I’m in it to be a part of their community of caring adults who believes in them, supports them, provides a safe space where they are valued, and the skills they need to persevere, and encourages them to keep it up, keep punching above their weight. In coding club, in everything.

True Confessions: I’m doing this to set an example

True Confessions

My daughter’s self portrait at 4: “This is a Flower-suck-in-up-inator. It sucks up all the flowers and gives them to sick kids.”

I know a lot of little girls. Way more little girls than little boys. I am the mother of two daughters, the aunt to two nieces, and as my circle of friends started having all girl babies, we wondered if there was something in the water.

I love seeing them grow and change. I love that they can share hand-me-downs and I’ve got plenty of commiseration about the timing of ear piercing or the best ways to mitigate that phase-shifting shriek that crops up when they’re together and super excited. I love seeing the activities they’re engaged with – there’s ice skating and martial arts and dance and art and mushroom hunting and scouting and baseball. And I love the opportunity I have to model something important.  That “something” is not an affinity for technology or an expertise in coding.

I came of age to the tune of “We girls / can do anything / right Barbie?” My youth wasn’t void of strong women doing amazing things, but I never saw them struggle with their work. It all looked easy, practiced, natural. But being anything you want is not as easy as donning a new outfit and having the right accessories, and I happily abandoned the hobbies and tasks that didn’t come naturally to me. I was good at a lot of things, and I stuck with them, to good success. I’m doing this to set an example of effort, of struggle, of failure and learning.

Great strides have been made in the realm of equalizing educational outcomes for girls and boys with regard to STEM fields. Girls today are fortunate to have more examples* of successful women in STEM, and more exposure to technology and making than we did as kids. (Enough that, when asked to draw a self portrait at preschool, my daughter drew an invention instead, and it made sense to us.) But as someone who was naturally drawn to the liberal arts, my goal is not to show girls that STEM is the right choice for everyone. It’s not. We need artists and social workers and shopkeepers and welders and grant writers and librarians too.

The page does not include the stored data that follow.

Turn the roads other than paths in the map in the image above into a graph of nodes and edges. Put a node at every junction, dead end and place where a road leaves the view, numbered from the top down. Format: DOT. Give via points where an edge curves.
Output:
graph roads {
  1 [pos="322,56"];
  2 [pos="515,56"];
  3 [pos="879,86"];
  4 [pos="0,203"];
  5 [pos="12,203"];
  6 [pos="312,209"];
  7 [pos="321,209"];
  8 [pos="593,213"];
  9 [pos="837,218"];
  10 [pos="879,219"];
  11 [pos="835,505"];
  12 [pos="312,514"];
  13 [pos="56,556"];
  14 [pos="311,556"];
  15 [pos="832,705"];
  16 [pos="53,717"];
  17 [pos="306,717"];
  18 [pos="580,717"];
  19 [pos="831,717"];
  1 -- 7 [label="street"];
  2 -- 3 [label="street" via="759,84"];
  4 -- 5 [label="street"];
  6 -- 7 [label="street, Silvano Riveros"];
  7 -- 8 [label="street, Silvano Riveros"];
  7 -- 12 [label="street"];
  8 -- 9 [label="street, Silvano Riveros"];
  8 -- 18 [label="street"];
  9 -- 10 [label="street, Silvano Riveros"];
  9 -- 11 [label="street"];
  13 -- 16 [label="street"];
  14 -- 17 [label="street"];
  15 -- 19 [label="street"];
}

My goal is to show them that even when we choose what is easy for us, what is right for us, the effort needed to expand and move forward is worth it. My goal is to show them that there can be fun and growth in trying something new, something hard. My goal is to show them that this is hard for me. But it’s also good for me. I want them to see that I’m still learning about myself and the world around me. I want them to know that dressing the part is the smallest part. That maybe astronaut Barbie does yoga and is learning to paint on the weekend but having trouble with facial proportions, and learned all the math she needed to learn only after she fell in love with the stories of the stars.

*More, but not enough, especially in some fields. One of my memorable Robot Test Kitchen programs began with a 6th grade girl walking in, seeing a room full of boys, throwing her arms up and shouting, “Why I am always the only girl that comes to this stuff?!”